A 47‐year‐old French‐Canadian woman (Fig. 1, IV:5) with no relevant comorbidities presented to our unit with a 14‐year history of slowly progressive dysarthria, unsteady gait, and spasticity. Following these, she developed horizontal diplopia and spasmodic dysphonia that partially responded to botulinum toxin (BoNT‐A) and trihexyphenidyl (6 mg/day). She subsequently manifested with dysphagia, urinary incontinence, depressed mood, and insomnia. She also reported short‐term memory lapses, which improved after discontinuation of trihexyphenidyl. Currently, she is stable on coenzyme Q10 (200 mg/day) and sertraline (50 mg/day) and is slated to resume speech therapy.
FIG. 1.
Partial pedigree of the index case and her kindred. NT, not tested; WT, wild‐type.
Her family history is notable for a mother and an older sister with reported imbalance (Fig. 1, III:6 and IV:1, respectively). One maternal aunt had unsteadiness (III:4), while another aunt had cervical dystonia (III:5). She had a maternal grand aunt with problems in balance, handwriting, and mood (II:3). Her father and son were asymptomatic (III:7 and V:2, respectively). Due to logistical reasons, only her daughter (V:1) was available for clinical evaluation and apart from multiple psychiatric comorbidities and a probable medication‐induced tremor (from lurasidone and aripiprazole use), she did not have signs of gaze and speech abnormalities, spasticity, or ataxia.
On examination, the index patient had bilateral gaze‐evoked nystagmus, slow and hypometric saccades, and horizontal diplopia with a right medial rectus paresis on duction testing. There was no ptosis. Apart from dysarthria, she manifested with an abductor‐type spasmodic dysphonia. She had bilateral lower limb spasticity with reduced hip flexor strength, generalized hyperreflexia with bilateral clonus, positive Hoffman sign, and limb dysmetria (see Video 1). Plantar responses were flexor and sensory examination was unremarkable. She had a spastic gait and could not heel‐toe walk (see Video 1). The Scale for the Assessment and Rating of Ataxia (SARA) score at initial assessment was 6.5.
Video 1.
Abductor‐type spasmodic dysphonia characterized by breathy voice quality and phonatory breaks. Oculomotor examination revealed bilateral horizontal end‐gaze nystagmus, breakdown of smooth pursuit, and slow and hypometric saccades. Version and duction testing disclosed the diplopia that was associated with a right medial rectus paresis. On further motor and coordination examination, the individual was observed to have limb dysmetria as evidenced on finger chase maneuver. Deep tendon reflexes were hyperactive in the lower extremities with associated unsustained clonus bilaterally. Gait was narrow based but unsteady, and the patient was unable to perform tandem gait.

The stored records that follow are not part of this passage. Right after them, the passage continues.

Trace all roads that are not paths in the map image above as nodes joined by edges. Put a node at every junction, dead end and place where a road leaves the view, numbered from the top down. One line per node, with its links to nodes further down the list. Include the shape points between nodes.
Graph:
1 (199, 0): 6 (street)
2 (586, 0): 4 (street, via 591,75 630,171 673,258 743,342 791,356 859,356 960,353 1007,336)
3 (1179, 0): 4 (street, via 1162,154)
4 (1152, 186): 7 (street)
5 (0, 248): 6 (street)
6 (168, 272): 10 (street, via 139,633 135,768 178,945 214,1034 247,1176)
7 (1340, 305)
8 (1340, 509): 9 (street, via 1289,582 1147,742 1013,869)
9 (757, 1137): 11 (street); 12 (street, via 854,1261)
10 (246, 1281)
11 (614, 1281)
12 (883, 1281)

Blood workup revealed normal creatinine kinase, alpha‐fetoprotein, lactate, and vitamin E levels. Baseline and follow‐up brain MRI showed stable mild cerebellar atrophy and nonspecific white matter hyperintensities. Targeted genetic testing revealed a rare, likely pathogenic heterozygous nonsense AGF3L2 variant in exon 2 [c.202C > T, p.(R68*)] (0.00125, gnomAD v2.1.1; PVS1–PM2–BS4), 6 and a heterozygous missense variant in exon 16 [c.2167G > A, p.(V723M)] classified as a variant of unknown significance (VUS) (NM_006796.2). The nonsense variant segregated with the patient's mother, while the children harbored only the missense variant. No genetic variants were detected in the maternal aunt with cervical dystonia and the patient's father (Fig. 1).

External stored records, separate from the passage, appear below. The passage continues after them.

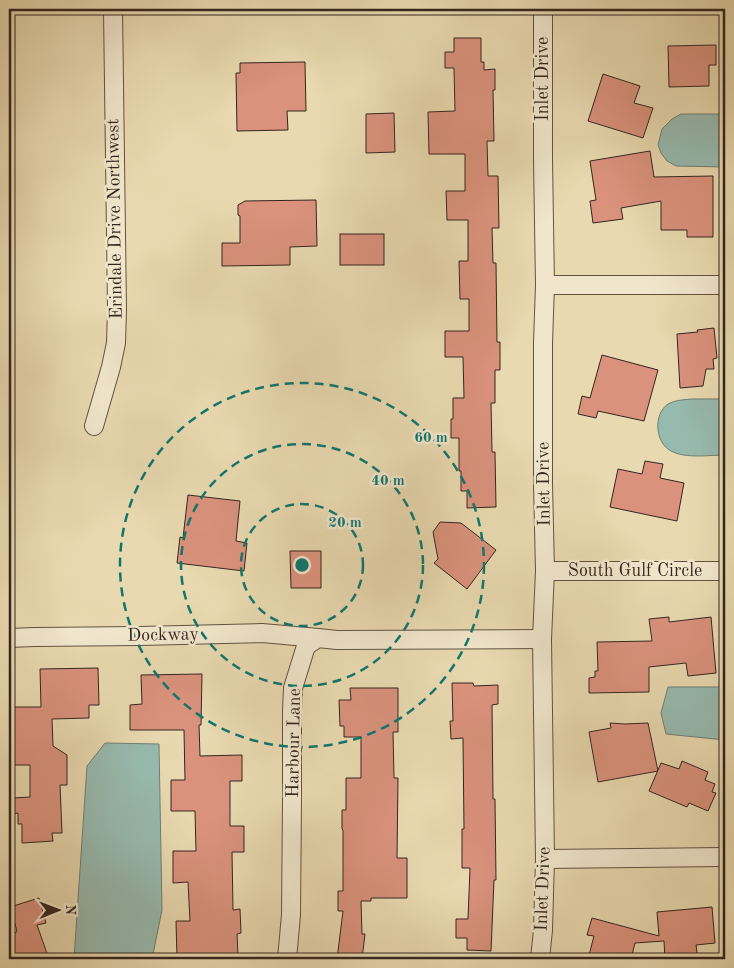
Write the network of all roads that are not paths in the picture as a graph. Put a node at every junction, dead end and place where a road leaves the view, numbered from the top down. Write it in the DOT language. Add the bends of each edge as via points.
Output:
graph roads {
  1 [pos="113,9"];
  2 [pos="544,9"];
  3 [pos="546,285"];
  4 [pos="725,285"];
  5 [pos="94,426"];
  6 [pos="546,571"];
  7 [pos="725,571"];
  8 [pos="9,638"];
  9 [pos="318,638"];
  10 [pos="542,639"];
  11 [pos="545,858"];
  12 [pos="725,858"];
  13 [pos="287,959"];
  14 [pos="540,959"];
  1 -- 5 [label="street, Erindale Drive Northwest" via="116,342"];
  2 -- 3 [label="street, Inlet Drive"];
  3 -- 4 [label="street"];
  3 -- 6 [label="street, Inlet Drive" via="543,484"];
  6 -- 7 [label="street, South Gulf Circle"];
  6 -- 10 [label="street, Inlet Drive"];
  8 -- 9 [label="street, Dockway" via="262,633"];
  9 -- 10 [label="street"];
  9 -- 13 [label="street, Harbour Lane" via="306,646 293,688 291,915"];
  10 -- 11 [label="street, Inlet Drive"];
  11 -- 12 [label="street"];
  11 -- 14 [label="street, Inlet Drive"];
}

We report novel observations in an individual with hereditary ataxia arising from a compound heterozygous variant in AFG3L2 gene (ATX‐AFG3L2). The gene codes for a mitochondrial metalloprotease important mainly for respiratory chain complex assembly and proteolytic quality control. 1 , 7 The p.R68* variant has only been documented once in the ClinVar database (VCV000805326.1) and to our knowledge, has never been fully described in the literature. Pathogenic nonsense variants have been associated with an ATX‐AFG3L2 phenotype, 4 although further functional analysis is needed to fully demonstrate the downstream effects of the p.R68* variant detected in our case. Additionally, the p.V732M missense variant has been reported in an individual with a compound heterozygous AFG3L2 mutation with a similar clinical presentation, although our case differs with respect to the location of the nonsense variant and the dominant pattern of inheritance. 4 Given the absence of AFG3L2 mutations in the father, we speculate that the p.V723M variant in our case arose de novo. Interestingly, neither of her children harboring the p.V723M variant showed features of ATX‐AFG3L2, which may denote that it lacks pathogenicity or is a hypomorphic variant, which would only exert pathogenicity in the presence of other disease‐causing variants. 9 Indeed, further work is warranted to delineate the genetic and functional spectrum of AFG3L2 variants.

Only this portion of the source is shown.